Police have launched an investigation after protesters in Bristol pulled down the controversial statue of a 17th Century slave trader.

The bronze memorial to Edward Colston, situated in the city centre since 1895, was torn down after crowds left the city’s College Green and later was dumped into Bristol harbour.

On Sunday, around 10,000 people took part in the Black Lives Matter demonstration, which was praised by Avon and Somerset police for being “peaceful and respectful”.

No arrest were made, but officers are now said to be collating footage of a “small group of people” who were filmed pulling down the statue with ropes, which police say amounted to criminal damage.

Superintendent Andy Bennett said: “The vast majority of those who came to voice their concerns about racial inequality and injustice did so peacefully and respectfully.

“The ongoing coronavirus pandemic added a different dynamic to what was always going to be a challenging policing operation.”

He added: “However, there was a small group of people who clearly committed an act of criminal damage in pulling down a statue near Bristol Harbourside.

“An investigation will be carried out to identify those involved and we’re already collating footage of the incident.”

Protesters throw the statue of Edward Colston into Bristol harbour
Protesters throw the statue of Edward Colston into Bristol harbour (Ben Birchall/PA)

Bristol’s mayor, Marvin Rees, said in a statement the removal of the statue would “divide” opinion, but added that it was “important to listen to those who found the statue to represent an affront to humanity and make the legacy of today about the future of our city, tackling racism and inequality”.

Banners left around the Colston statue base will be preserved for display in the M Shed museum.

The statue had been the subject of an 11,000-strong petition to have it removed.

Images showed crowds rushing to stamp on the statue, which stood in Colston Avenue, before it was rolled along the road and pushed into the harbour.

The bridge overlooking the spot where it was thrown into the water is named Pero’s Bridge, after Pero Jones – an enslaved man who lived and died in the city.

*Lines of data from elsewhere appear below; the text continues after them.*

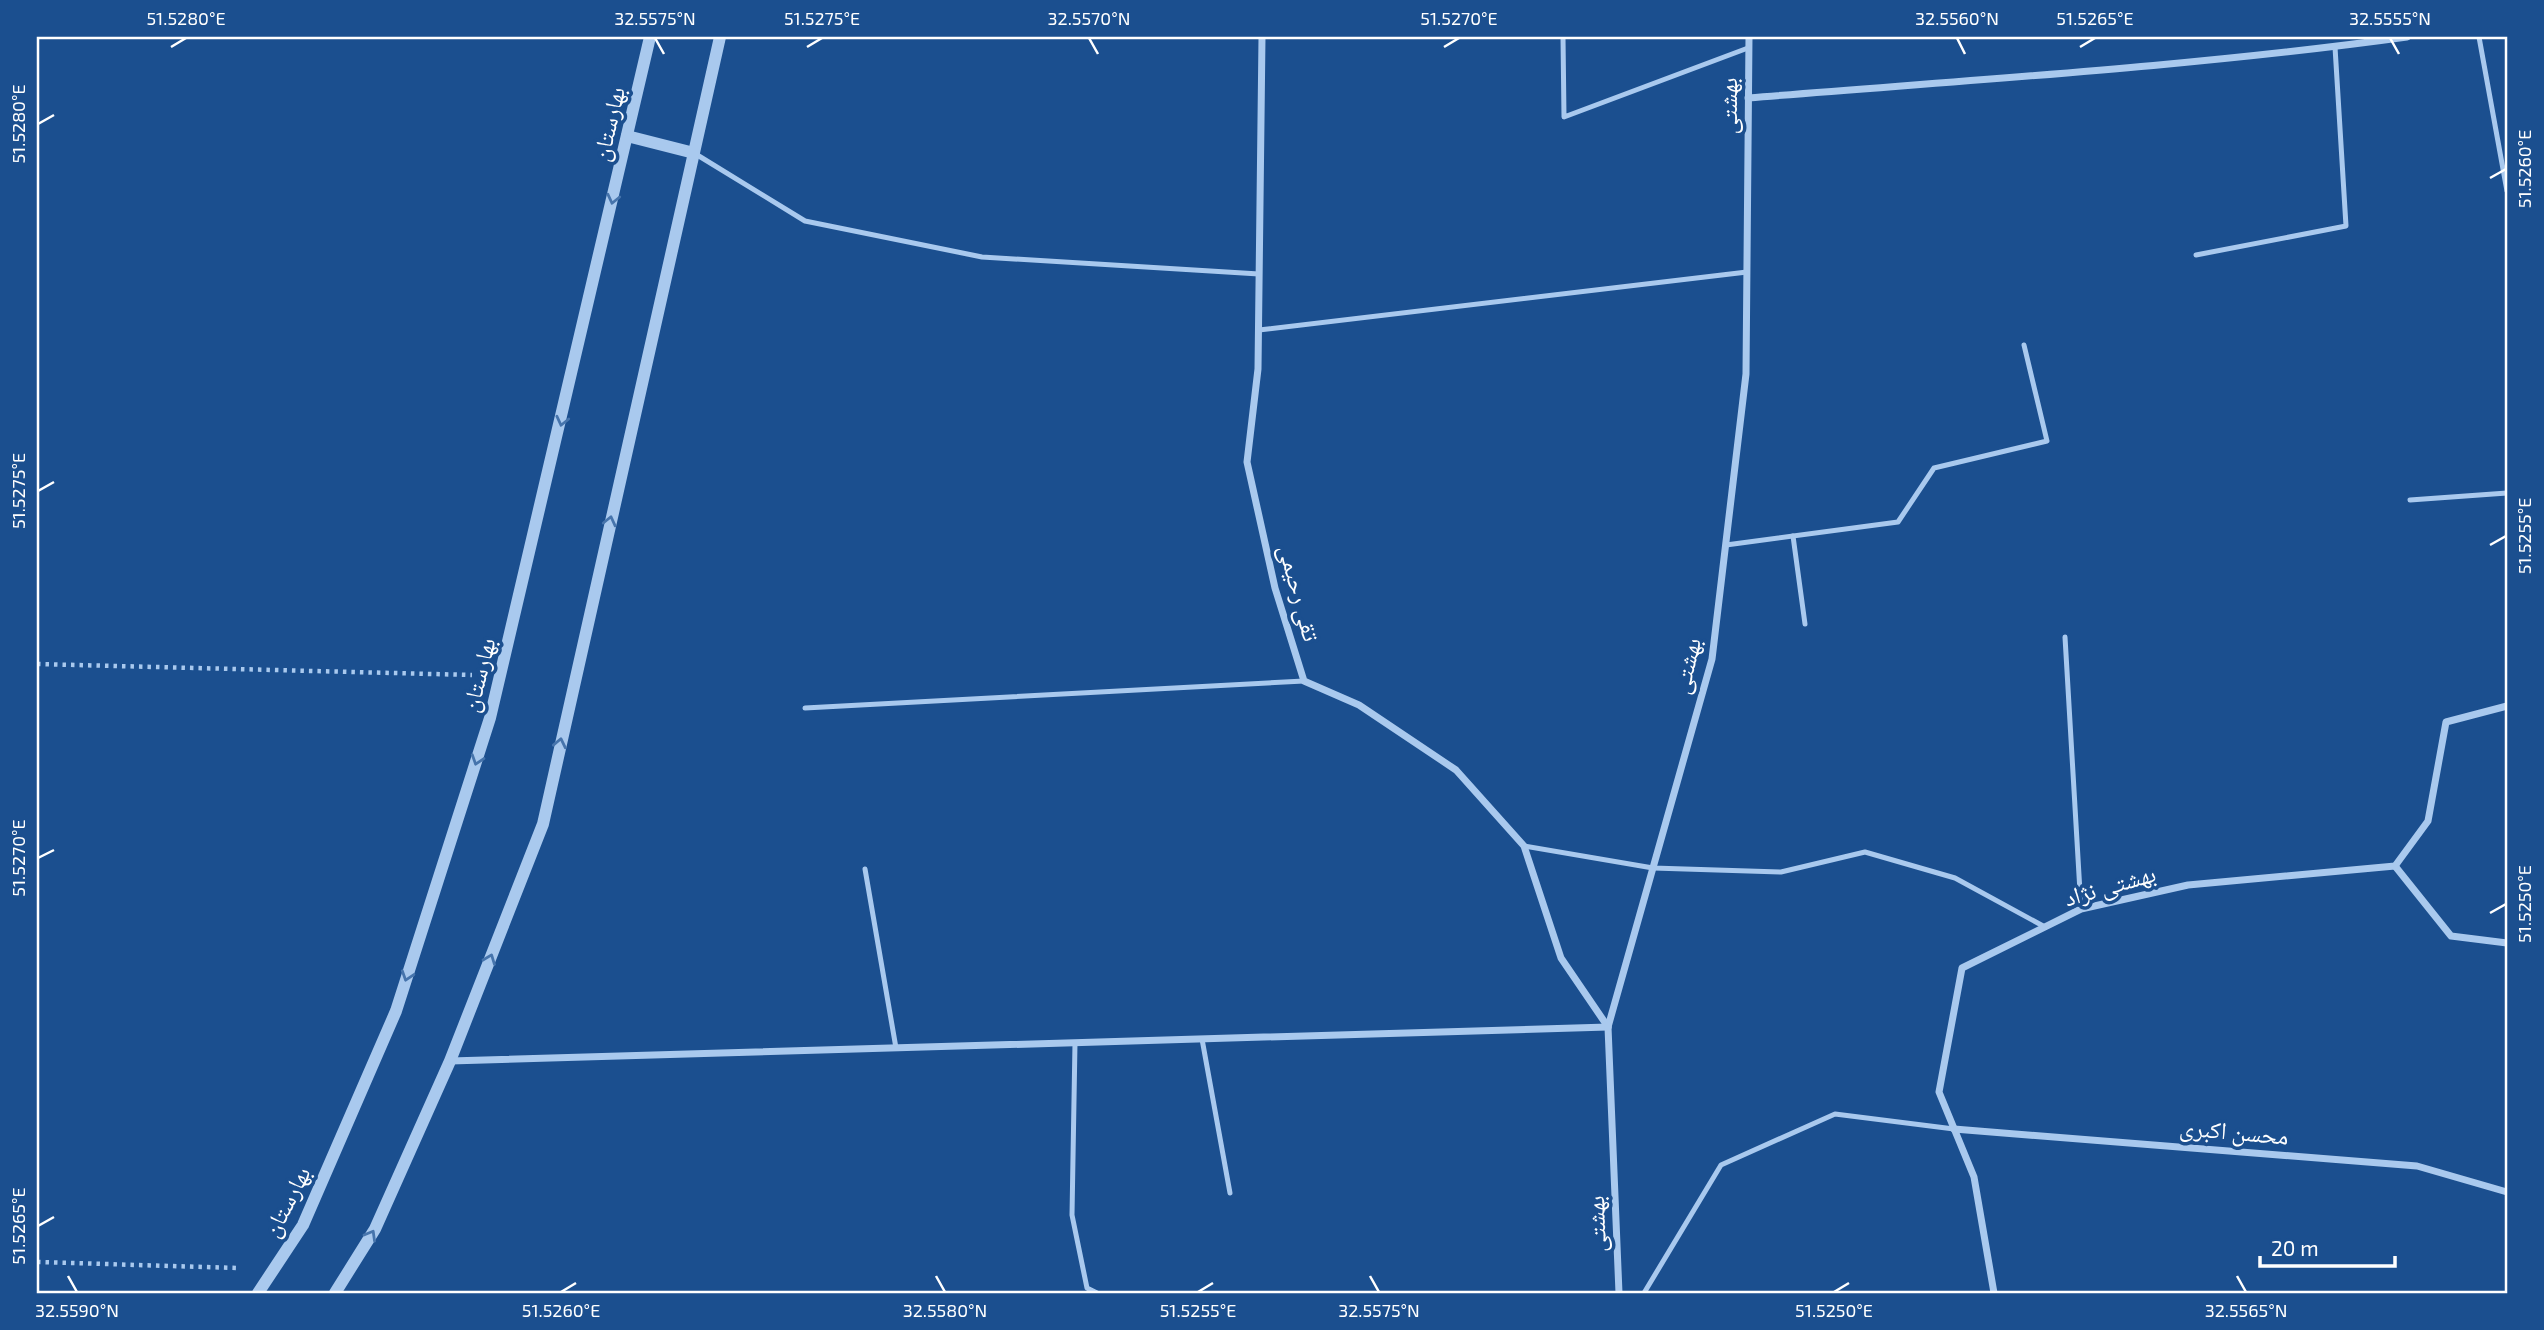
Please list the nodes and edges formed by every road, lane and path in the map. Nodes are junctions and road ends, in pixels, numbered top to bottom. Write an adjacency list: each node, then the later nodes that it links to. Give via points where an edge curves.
1 (650, 37): 11 (street, بهارستان)
2 (720, 37): 12 (street)
3 (1262, 37): 16 (street, تقی رحیمی)
4 (1563, 37): 9 (lane, via 1564,117)
5 (1749, 37): 9 (street, بهشتی)
6 (2407, 37): 8 (street)
7 (2479, 37): 13 (lane)
8 (2335, 47): 10 (street); 14 (lane, via 2346,226)
9 (1748, 48): 10 (street, بهشتی)
10 (1748, 98): 15 (street, بهشتی)
11 (627, 136): 12 (street); 26 (street, بهارستان, one-way to 26)
12 (694, 153): 16 (lane, via 804,221 982,257); 41 (street, one-way to 12, via 543,824)
13 (2507, 191)
14 (2196, 255)
15 (1747, 272): 17 (lane); 22 (street, بهشتی, via 1746,374)
16 (1259, 274): 17 (street, تقی رحیمی)
17 (1259, 330): 27 (street, تقی رحیمی, via 1247,462 1275,588)
18 (2024, 345): 21 (lane, via 2047,441 1934,468 1898,522)
19 (2507, 494): 20 (lane)
20 (2410, 500)
21 (1793, 536): 22 (lane); 23 (lane)
22 (1726, 545): 32 (street, بهشتی, via 1712,659)
23 (1805, 624)
24 (2065, 637): 34 (lane)
25 (37, 664): 26 (path)
26 (501, 676): 46 (street, بهارستان, one-way to 46, via 396,1011 303,1225)
27 (1304, 681): 29 (lane); 30 (street, تقی رحیمی, via 1359,705 1456,769)
28 (2507, 706): 31 (street, via 2446,722 2428,821)
29 (805, 708)
30 (1524, 846): 32 (lane); 37 (street, تقی رحیمی, via 1561,958)
31 (2395, 866): 34 (street, بهشتی نژاد, via 2188,885); 36 (street, via 2451,936)
32 (1653, 868): 35 (lane, via 1781,872 1865,852 1955,878); 37 (street, بهشتی)
33 (865, 869): 40 (lane)
34 (2081, 909): 35 (street, بهشتی نژاد)
35 (2045, 927): 42 (street, بهشتی نژاد, via 1962,968 1939,1092)
36 (2507, 943)
37 (1608, 1027): 38 (street); 50 (street, بهشتی)
38 (1202, 1039): 39 (street); 44 (lane)
39 (1075, 1042): 40 (street); 49 (lane, via 1072,1215 1087,1289)
40 (896, 1048): 41 (street)
41 (450, 1061): 48 (street, one-way to 41, via 375,1229)
42 (1954, 1129): 43 (street, محسن اکبری, via 2417,1166); 51 (lane, via 1835,1114 1721,1166); 52 (street, بهشتی نژاد, via 1974,1177)
43 (2507, 1192)
44 (1230, 1194)
45 (37, 1262): 46 (path)
46 (273, 1269): 47 (street, بهارستان)
47 (258, 1293)
48 (335, 1293)
49 (1097, 1293)
50 (1619, 1293)
51 (1644, 1293)
52 (1994, 1293)

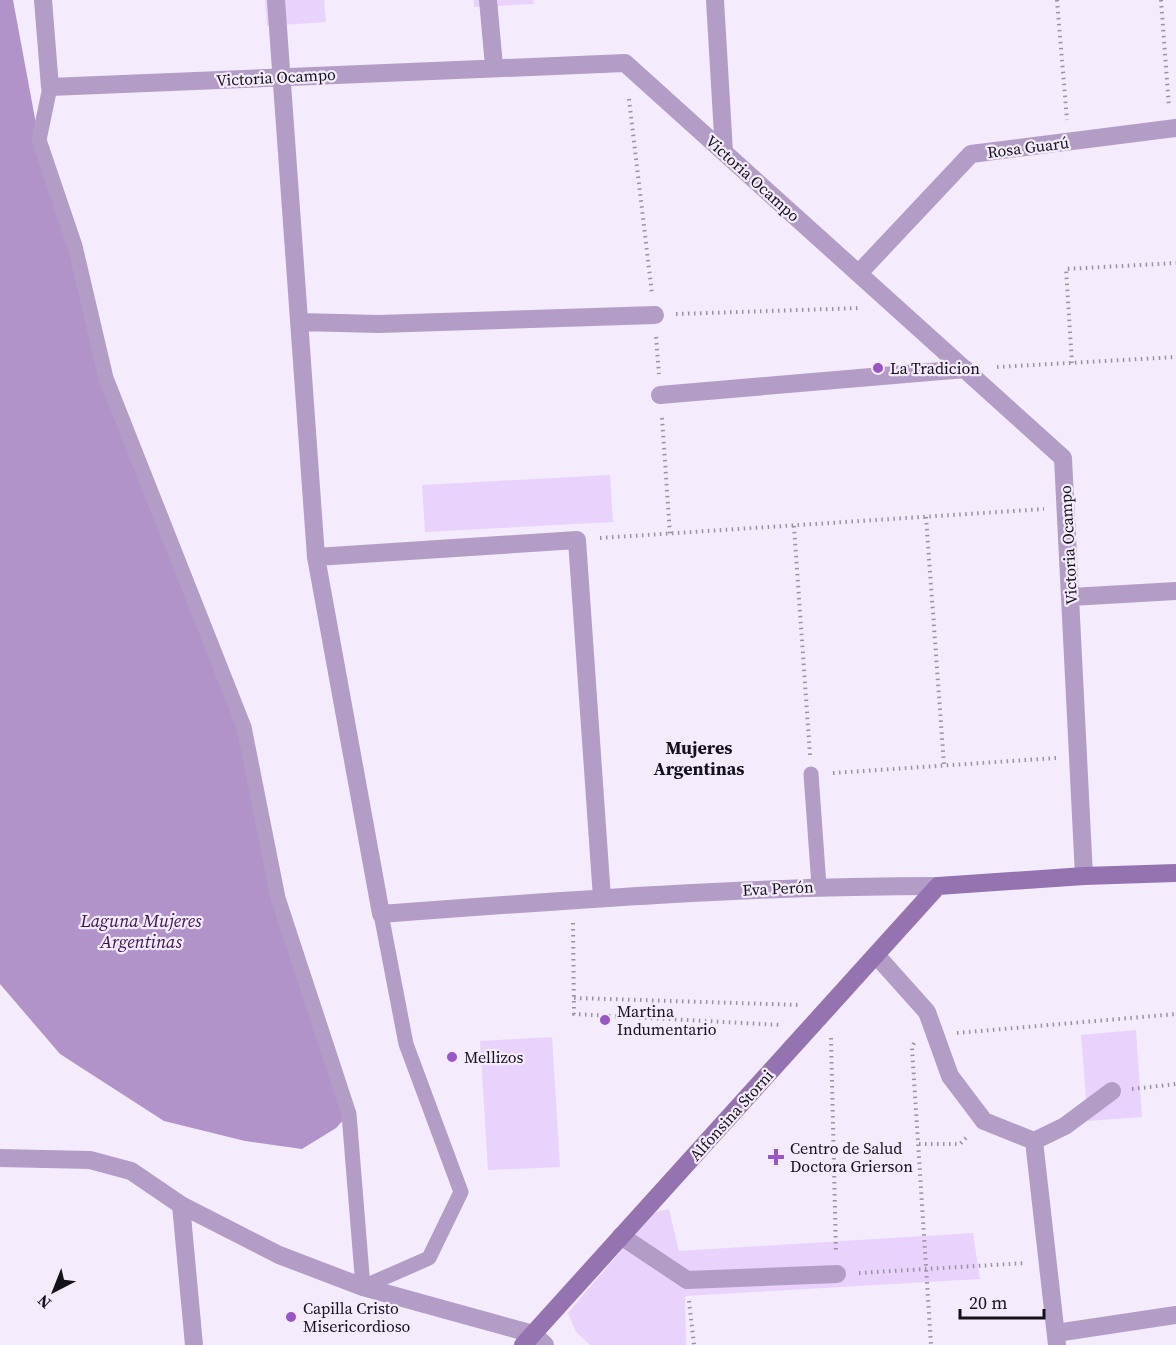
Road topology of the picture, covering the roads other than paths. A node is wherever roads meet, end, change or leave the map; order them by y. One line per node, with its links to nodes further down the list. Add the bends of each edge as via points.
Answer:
1 (43, 0): 7 (street)
2 (276, 0): 6 (street)
3 (488, 0): 5 (street)
4 (715, 0): 9 (street)
5 (494, 66): 6 (street, Victoria Ocampo); 9 (street, Victoria Ocampo, via 625,63)
6 (280, 77): 7 (street, Victoria Ocampo); 12 (street)
7 (50, 87): 32 (lane, via 39,140 75,246 106,378 244,727 278,898 349,1114)
8 (1173, 129): 10 (street, Rosa Guarú, via 971,153)
9 (724, 152): 10 (street, Victoria Ocampo)
10 (858, 273): 13 (street, Victoria Ocampo)
11 (655, 315): 12 (street, via 379,324)
12 (299, 322): 15 (street)
13 (965, 369): 14 (street); 17 (street, Victoria Ocampo, via 1063,458)
14 (660, 395)
15 (315, 557): 23 (street, via 577,540); 24 (street)
16 (1176, 591): 17 (street)
17 (1071, 597): 20 (street, Victoria Ocampo)
18 (811, 774): 21 (lane)
19 (1176, 873): 20 (street, Eva Perón)
20 (1084, 876): 22 (street, Eva Perón)
21 (819, 886): 22 (street, Eva Perón); 23 (street, Eva Perón)
22 (938, 886): 25 (street, Alfonsina Storni)
23 (602, 898): 24 (street, Eva Perón)
24 (381, 914): 32 (lane, via 406,1044 461,1192 429,1258)
25 (876, 955): 27 (street, via 927,1012 950,1076 984,1121); 30 (street, Alfonsina Storni)
26 (1112, 1091): 27 (street, via 1065,1126)
27 (1034, 1141): 34 (street)
28 (0, 1158): 29 (street, via 90,1160 131,1172)
29 (181, 1205): 32 (street, via 279,1255); 36 (street)
30 (621, 1236): 31 (street, via 687,1280); 35 (street, Alfonsina Storni)
31 (837, 1274)
32 (363, 1287): 35 (street)
33 (1176, 1315): 34 (street)
34 (1057, 1339)
35 (533, 1341)
36 (194, 1345)

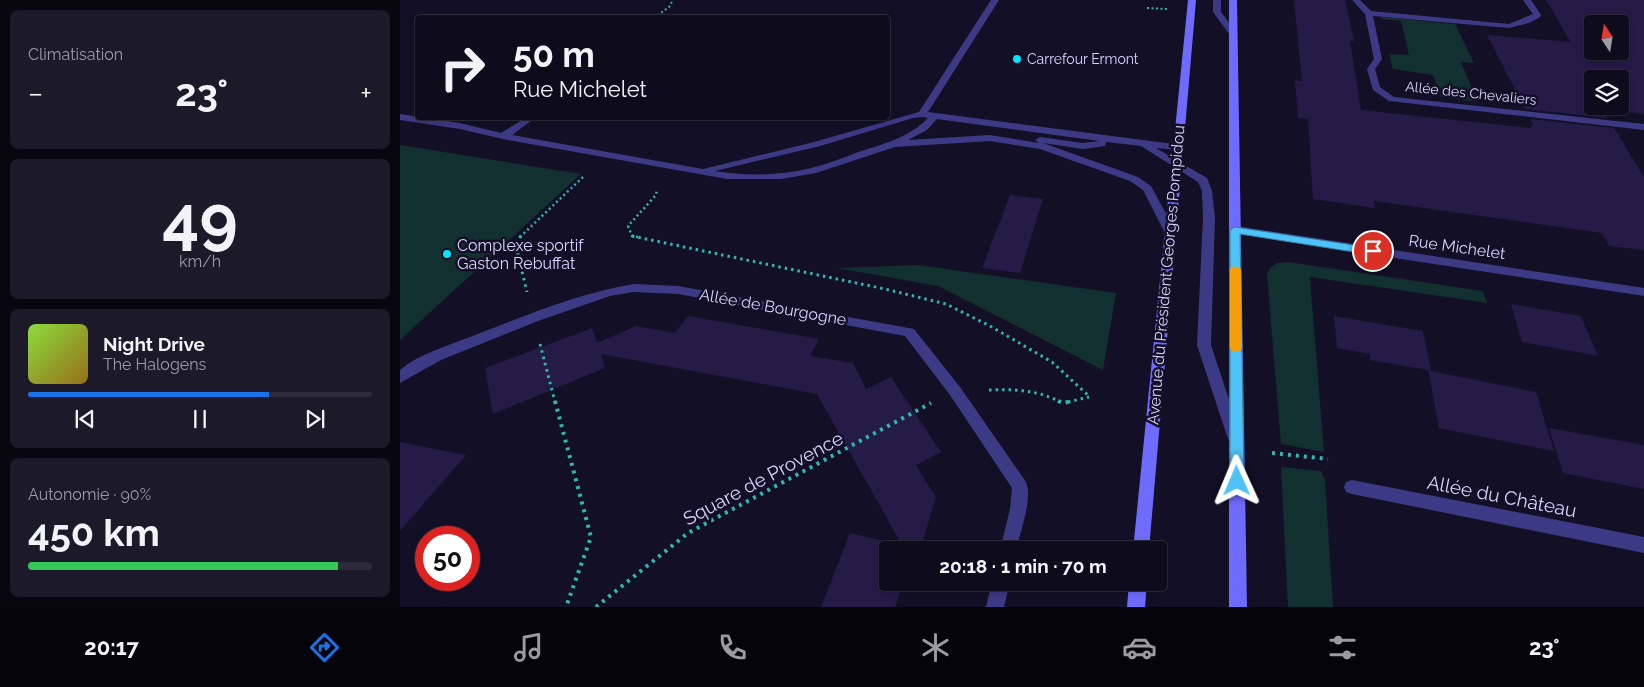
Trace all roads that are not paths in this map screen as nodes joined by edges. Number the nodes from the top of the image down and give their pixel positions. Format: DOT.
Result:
graph roads {
  1 [pos="995,0"];
  2 [pos="1192,0"];
  3 [pos="1217,0"];
  4 [pos="1233,0"];
  5 [pos="1356,0"];
  6 [pos="1527,0"];
  7 [pos="1369,13"];
  8 [pos="1233,33"];
  9 [pos="922,114"];
  10 [pos="935,116"];
  11 [pos="400,117"];
  12 [pos="415,119"];
  13 [pos="420,120"];
  14 [pos="528,120"];
  15 [pos="1644,127"];
  16 [pos="503,136"];
  17 [pos="990,138"];
  18 [pos="1119,141"];
  19 [pos="894,144"];
  20 [pos="1143,144"];
  21 [pos="1178,147"];
  22 [pos="1176,163"];
  23 [pos="702,172"];
  24 [pos="1235,230"];
  25 [pos="1170,232"];
  26 [pos="1644,292"];
  27 [pos="400,378"];
  28 [pos="1237,445"];
  29 [pos="1352,487"];
  30 [pos="1010,541"];
  31 [pos="1142,541"];
  32 [pos="1644,545"];
  33 [pos="999,591"];
  34 [pos="1137,591"];
  35 [pos="995,607"];
  36 [pos="1136,607"];
  37 [pos="1238,607"];
  1 -- 9 [label="street"];
  2 -- 21 [label="main road, Avenue du Président Georges Pompidou"];
  3 -- 8 [label="street"];
  4 -- 8 [label="main road"];
  5 -- 7 [label="street"];
  6 -- 7 [label="street"];
  7 -- 15 [label="street, Allée des Chevaliers"];
  8 -- 24 [label="main road"];
  9 -- 10 [label="street"];
  9 -- 23 [label="street"];
  10 -- 18 [label="street"];
  10 -- 19 [label="street"];
  11 -- 12 [label="street"];
  13 -- 16 [label="street"];
  14 -- 16 [label="street"];
  16 -- 23 [label="street"];
  17 -- 18 [label="street"];
  17 -- 19 [label="street"];
  17 -- 25 [label="street"];
  18 -- 20 [label="street"];
  19 -- 23 [label="street"];
  20 -- 21 [label="street"];
  20 -- 22 [label="street"];
  21 -- 22 [label="main road, Avenue du Président Georges Pompidou"];
  22 -- 25 [label="main road, Avenue du Président Georges Pompidou"];
  22 -- 28 [label="street"];
  24 -- 26 [label="street, Rue Michelet"];
  24 -- 28 [label="main road"];
  25 -- 31 [label="main road, Avenue du Président Georges Pompidou"];
  27 -- 30 [label="street, Allée de Bourgogne"];
  28 -- 37 [label="main road"];
  29 -- 32 [label="street, Allée du Château"];
  33 -- 35 [label="street"];
  34 -- 36 [label="main road"];
}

After the statue was pulled down, people laid placards on the ground and shouted “no justice, no peace” and “Black Lives Matter”.

Some climbed on top of the plinth to deliver speeches or say a prayer and were widely applauded by the crowd, with vehicles driving past sounding their horns in support.

Jasmine Boatswain, a graduate PE teacher, and her friends came to see where the statute had stood.

“I need to come here to see this statue come down,” she told the PA news agency.

“To see it ripped down is difficult to put into words. It really embodies the whole movement.

“We are not taking it anymore. We are sick to the teeth of having to experience racism and see racism in our faces.

“Even if you don’t know anything about Black Lives Matter, just looking at this is such a powerful thing.”

Manoel Bolutife Akure described the statute as “PTSD for the city”.

“It is a first of many steps that needs to happen,” Mr Akure said.

“It is crazy to thing we are in a city with Mayor Marvin (Rees) and that statue was still there for years and years and years.

“It doesn’t make sense. This is great and I love that it has happened but there is much more that needs to be done.

“There is so much more that has to be taken down and so much more that needs to be changed.”

Earlier, protester John McAllister, 71, tore down black bin bags used to hide the statue to denounce it in front of fellow protesters.

He said: “It says ‘erected by the citizens of Bristol, as a memorial to one of the most virtuous and wise sons of this city’.

“The man was a slave trader. He was generous to Bristol but it was off the back of slavery and it’s absolutely despicable. It’s an insult to the people of Bristol.”

The statue of Edward Colston has long been controversial
The statue of Edward Colston has long been controversial (Ben Birchall/PA)

According to Historic England, the statue was sculpted by John Cassidy, of Manchester, with an inscription that read “erected by citizens of Bristol as a memorial of one of the most virtuous and wise sons of their city AD 1895”.

Colston’s involvement in the slave trade through the British-based Royal African Company was the source of much of the money which he bestowed in Bristol, the website added.

The statue was one of a number of landmarks in Bristol to take Colston’s name, although the nearby music venue Colston Hall will be renamed this year as part of a major refurbishment.

The thousands of protesters had earlier held an eight minute silence – the amount of time George Floyd was held down by a police officer in Minneapolis before he died – before marching through Bristol city centre to Castle Park.

Many wore masks and gloves, but most were unable to keep to the two-metre social-distancing guidelines and were pressed against one another in the city’s narrow streets.